3. General Public and Schools
We think it is important to disseminate our research to a wider public because we are interested in fundamental problems that are ultimately relevant to human health. The main theme of the work, concerning gene regulation of RNAs involved in proliferation, will be both surprising and fascinating to the public, particularly as there are clinical implications. We plan to present our work at the Brighton Science Festival, as well as at Open Days and to visiting schoolchildren.

4. Capacity building for doctoral and post-doctoral researchers.
The research skills gained by both the post-doc and the research technician will be valuable to their future careers and applicable to Biomedical Industries. These research skills include RNA-seq, management of large data sets and networking and communications skills.
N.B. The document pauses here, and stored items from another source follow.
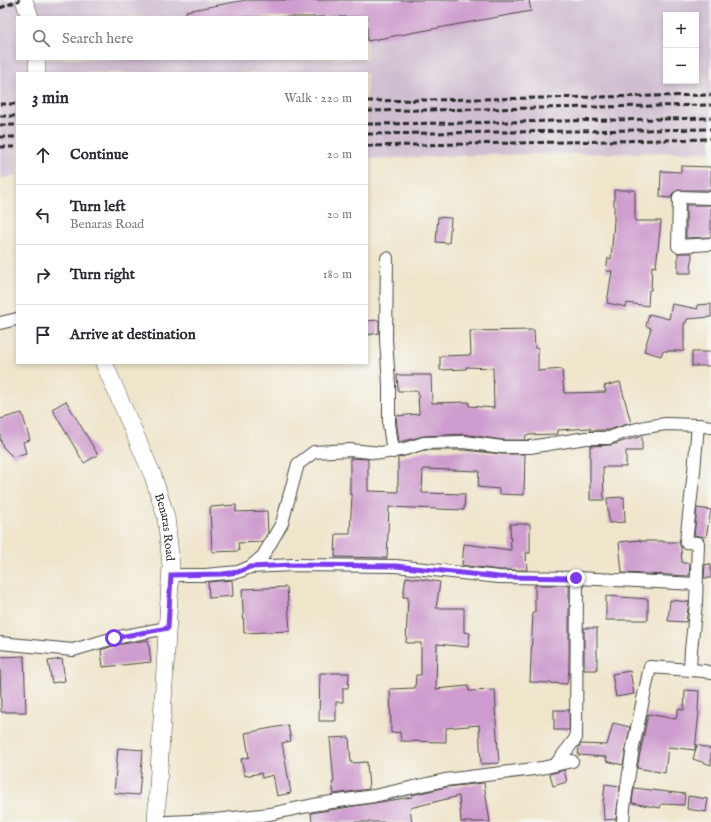 <!DOCTYPE html>
<meta charset="utf-8">
<style>
:root{--surface:#fff;--page:#f7f7f7;--text:#2b2b33;--muted:#7c7c81;--line:#e1e1e2}
body{margin:0;font-family:"IM FELL English",serif;background:var(--page);color:var(--text)}
.controls{position:absolute;right:12px;top:12px;display:grid;overflow:hidden;border-radius:0px;box-shadow:0 2px 6px #0003}
.controls button{width:36px;height:36px;display:grid;place-items:center;padding:0;border:0;border-bottom:1px solid var(--line);background:var(--surface);color:var(--text);font:20px sans-serif}
.stop{position:absolute;width:12px;height:12px;margin:-9px;border:3px solid #7c3aed;border-radius:50%;background:#fff}
.stop.end{background:#7c3aed;border-color:#fff;box-shadow:0 1px 4px #0008}
.list{margin:0;padding:0;list-style:none}
h2{display:flex;justify-content:space-between;align-items:center;height:52px;margin:0;padding:0 16px;font-size:17px}
h2 small{font-size:13px;font-weight:400;color:var(--muted)}
.list li{display:grid;grid-template-columns:26px 1fr auto;gap:12px;align-items:center;box-sizing:border-box;height:60px;padding:0 16px;border-top:1px solid var(--line)}
.list b{display:block;font-size:15px;white-space:nowrap}
.list p{margin:0;font-size:13px;white-space:nowrap;color:var(--muted)}
.list em{font-size:13px;font-style:normal;color:var(--muted)}
.icon{flex:none;width:22px;height:22px;fill:none;stroke:currentColor;stroke-width:2;stroke-linecap:round;stroke-linejoin:round}
.map{position:relative;flex:none;width:711px;height:822px;overflow:hidden}
.search{position:absolute;background:var(--surface);box-shadow:0 2px 6px #0003;left:16px;top:16px;width:352px;height:44px;display:flex;align-items:center;gap:10px;box-sizing:border-box;padding:0 14px;border-radius:0px;color:var(--muted);font-size:15px}
.panel{position:absolute;background:var(--surface);box-shadow:0 2px 6px #0003;left:16px;top:72px;width:352px;height:292px;border-radius:0px}
.map>svg:first-child{display:block}
.industrial{fill:#cfbdd0;fill-rule:evenodd}
.building{fill:#ce9cce}
.lines{fill:none;stroke-linecap:round;stroke-linejoin:round}
.minor-casing{stroke:#484743;stroke-width:14}
.secondary-casing{stroke:#484743;stroke-width:18}
.minor{stroke:#fff;stroke-width:12}
.secondary{stroke:#fff;stroke-width:17}
.rail{stroke:#2b2b2b;stroke-width:3;stroke-dasharray:6 3;stroke-linecap:butt}
.route{stroke:#7c3aed;stroke-width:5}
.labels{text-anchor:middle;stroke-width:3;stroke-linejoin:round;paint-order:stroke}
.street-label{font-size:12px;fill:#2b2b2b;stroke:#f6f6f2}
</style>
<div class="map">
<svg width="711" height="822" viewBox="0 0 711 822">
<rect width="100%" height="100%" fill="#f6f6f2"/>
<filter id="ink" filterUnits="userSpaceOnUse"><feTurbulence type="fractalNoise" baseFrequency=".025" numOctaves="2"/><feDisplacementMap in="SourceGraphic" scale="8" xChannelSelector="R" yChannelSelector="G"/><feConvolveMatrix kernelMatrix="1 2 1 2 8 2 1 2 1" color-interpolation-filters="sRGB"/></filter>
<filter id="wash" filterUnits="userSpaceOnUse"><feTurbulence type="fractalNoise" baseFrequency=".012" numOctaves="4" result="noise"/><feDisplacementMap in="SourceGraphic" scale="16" xChannelSelector="R" yChannelSelector="G"/><feGaussianBlur stdDeviation="0.9" result="paint"/><feColorMatrix in="noise" values="0 0 0 0 0 0 0 0 0 0 0 0 0 0 0 0 0 1.4 0 .05"/><feComposite in="paint" operator="in"/></filter>
<g filter="url(#wash)">
<rect width="100%" height="100%" fill="#efe5cb"/>
<!-- industrial -->
<path class="industrial" d="M0,0H711V152L483,155L367,159V73H17V175L0,179ZM666,15H696V81H666ZM17,17H367V59H17Z"/>
<g id="blocks">
<!-- building -->
<g class="building">
<polygon points="246,0 529,0 531,11 367,41 367,17 187,17 186,11"/>
<polygon points="681,166 711,167 711,190 679,190 673,193 671,198 660,197 661,171 681,172"/>
<polygon points="614,190 635,190 635,221 661,221 656,267 652,266 651,290 649,290 648,306 627,303 626,307 607,303 612,271 606,271 608,258 611,259 614,221"/>
<polygon points="686,205 711,205 711,237 686,238"/>
<polygon points="438,217 451,218 449,243 436,242"/>
<polygon points="678,253 692,253 691,273 678,273"/>
<polygon points="672,304 698,309 697,305 711,304 711,317 687,319 686,323 684,323 684,351 663,351 661,356 644,351 651,328 646,326 649,314 669,319"/>
<polygon points="379,320 379,333 367,335 367,321"/>
<polygon points="534,330 535,348 538,347 538,371 562,369 564,393 606,392 604,386 620,382 631,423 608,430 590,430 590,428 558,430 558,434 526,435 525,440 502,440 464,434 424,436 399,442 396,416 419,414 418,391 398,391 397,375 431,375 432,403 469,402 469,406 494,408 493,368 466,367 466,369 440,370 440,356 471,355 470,331"/>
<rect x="692" y="352" width="19" height="14"/>
<polygon points="66,401 98,455 84,463 52,409"/>
<polygon points="22,413 30,440 23,442 26,453 13,457 3,447 0,438 0,419"/>
<polygon points="642,436 642,451 626,451 626,467 603,467 604,500 590,500 590,446 611,445"/>
<polygon points="425,450 464,450 501,454 525,454 524,495 499,494 499,489 478,487 479,471 423,469 422,493 465,494 464,510 389,507 387,558 335,557 336,534 350,534 352,495 350,495 350,458 368,459 368,491 398,492 398,458"/>
<polygon points="624,497 625,522 609,523 607,498"/>
<polygon points="236,505 236,512 267,511 268,533 262,542 238,543 239,551 212,552 210,507"/>
<polygon points="697,508 711,510 706,537 694,535"/>
<polygon points="510,524 530,524 530,553 526,553 527,570 499,570 462,565 464,544 511,550"/>
<polygon points="640,540 640,541 663,541 663,542 679,542 681,548 682,563 690,563 689,576 622,573 619,542"/>
<polygon points="705,564 711,565 711,578 704,578"/>
<polygon points="406,577 440,582 436,608 464,608 464,632 470,633 468,647 437,644 436,689 468,686 469,691 495,690 496,708 495,708 499,763 481,764 479,725 446,728 446,742 401,741 400,732 391,733 390,689 415,688 416,675 421,675 421,643 406,643 408,597 403,597"/>
<polygon points="232,580 233,596 209,598 208,582"/>
<polygon points="535,585 569,585 569,670 567,684 530,682 533,612 535,612"/>
<polygon points="287,587 290,631 244,633 242,589"/>
<polygon points="606,596 648,599 648,620 606,620"/>
<polygon points="670,600 689,602 686,622 668,621"/>
<rect x="584" y="628" width="13" height="42"/>
<polygon points="148,640 151,662 103,667 101,650 116,645"/>
<polygon points="24,656 26,712 1,712 0,657"/>
<polygon points="62,659 65,681 52,683 48,661"/>
<polygon points="630,671 634,694 616,697 612,674"/>
<polygon points="320,673 349,673 348,688 343,688 343,702 336,702 336,721 319,721"/>
<polygon points="685,690 699,691 698,711 699,712 695,750 668,747 665,773 637,768 648,714 676,719 678,709 684,710"/>
<rect x="554" y="710" width="15" height="20"/>
<polygon points="613,723 630,727 623,765 606,761 607,757 578,755 579,747 581,744 607,745"/>
<polygon points="288,725 291,741 282,743 291,793 277,796 273,775 262,778 261,773 245,776 241,759 249,757 245,733"/>
<polygon points="349,737 351,763 367,762 369,789 334,794 332,783 334,782 330,738"/>
<polygon points="697,745 711,749 711,765 693,759"/>
<polygon points="118,748 143,750 139,795 114,793"/>
<polygon points="564,770 567,782 553,786 550,774"/>
<polygon points="484,783 490,822 461,822 459,796 410,808 412,822 312,822 311,813 412,797 412,795 446,787"/>
<polygon points="605,784 620,786 616,819 604,820 603,803"/>
<polygon points="634,788 685,794 684,805 661,804 660,808 632,803"/>
<polygon points="688,796 708,799 706,812 687,809"/>
</g>
</g>
</g>
<g filter="url(#ink)">
<use href="#blocks" fill-opacity="0" stroke="#484743" stroke-width="1"/>
<g class="lines">
<!-- minor casing -->
<g class="minor-casing">
<g id="minor">
<polyline points="711,198 679,197 678,246 711,244"/>
<polyline points="387,258 386,339 389,384 389,424 393,452"/>
<polyline points="0,323 17,319"/>
<polyline points="698,425 711,427"/>
<polyline points="250,567 293,565 396,566 499,577 577,578 696,584"/>
<polyline points="171,575 205,575 238,572 250,567 263,556 282,523 298,464 314,452 350,450 381,453 405,449 424,443 464,442 502,447 530,447 586,438 609,438 625,432 645,427 666,424 698,425 694,471 686,542 698,543 696,603 691,650 690,669"/>
<polyline points="0,643 73,650 114,638 167,628"/>
<polyline points="556,764 576,738 577,578"/>
<polyline points="167,822 215,820 270,814 318,804 374,796 445,780 542,768 572,761"/>
<polyline points="623,822 624,807 633,747 650,667 704,671 711,673"/>
</g>
</g>
<!-- secondary casing -->
<g class="secondary-casing">
<g id="secondary">
<polyline points="24,0 30,17"/>
<polyline points="37,59 37,73"/>
<path id="s1" d="M104,363L153,476L166,517L171,565L156,822"/>
</g>
</g>
<!-- minor -->
<use href="#minor" class="minor"/>
<!-- secondary -->
<use href="#secondary" class="secondary"/>
<!-- rail -->
<g class="rail">
<polyline points="0,8 20,0"/>
<polyline points="367,101 711,95"/>
<polyline points="0,104 17,104"/>
<polyline points="367,111 711,105"/>
<polyline points="0,116 17,116"/>
<polyline points="367,124 458,123 711,118"/>
<polyline points="0,125 17,125"/>
<polyline points="367,134 711,129"/>
<polyline points="0,137 17,137"/>
<polyline points="367,146 711,139"/>
<polyline points="0,147 17,147"/>
</g>
</g>
</g>
<g class="lines" filter="url(#ink)">
<!-- route -->
<polyline class="route" points="114,638 168,628 171,575 223,574 238,572 250,567 293,565 396,566 499,577 576,578"/>
</g>
<g class="labels">
<!-- street labels -->
<g class="street-label">
<text dy="4" stroke="none"><textPath href="#s1" startOffset="176">Benaras Road</textPath></text>
</g>
</g>
</svg>
<div class="controls">
<button>+</button>
<button>−</button>
</div>
<div class="stop" style="left:114px;top:638px"></div>
<div class="stop end" style="left:576px;top:578px"></div>
<div class="search"><svg class="icon" aria-label="search" viewBox="0 0 24 24"><circle cx="10" cy="10" r="6"/><path d="M15 15l6 6"/></svg>Search here</div>
<section class="panel">
<h2>3 min<small>Walk · 220 m</small></h2>
<ul class="list">
<li><svg class="icon" aria-label="ahead" viewBox="0 0 24 24"><path d="M12 20V5M6 11l6-6 6 6"/></svg><div><b>Continue</b></div><em>20 m</em></li>
<li><svg class="icon" aria-label="left" viewBox="0 0 24 24"><path d="M17 20v-9H6M10 6l-5 5 5 5"/></svg><div><b>Turn left</b><p>Benaras Road</p></div><em>20 m</em></li>
<li><svg class="icon" aria-label="right" viewBox="0 0 24 24"><path d="M7 20v-9h11M14 6l5 5-5 5"/></svg><div><b>Turn right</b></div><em>180 m</em></li>
<li><svg class="icon" aria-label="arrive" viewBox="0 0 24 24"><path d="M6 21V4h12l-3 4 3 4H6"/></svg><div><b>Arrive at destination</b></div></li>
</ul>
</section>
</div>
The usefulness of these skills is demonstrated by one of my previous post-docs who is now working in a spin-out company in Cambridge to devise ways to detect circulating nucleic acids. In addition, the Co-applicant Chris Jones, who now has a permanent position as a Medical Statistician at BSMS, gained his bioinformatic skills by working as a BBSRC-funded postdoc in my lab. The post-doc funded on the grant will be in a position to teach high-level techniques to PhD students including clinical undergraduate/PhD/MD students as well as NHS Biomedical Scientists.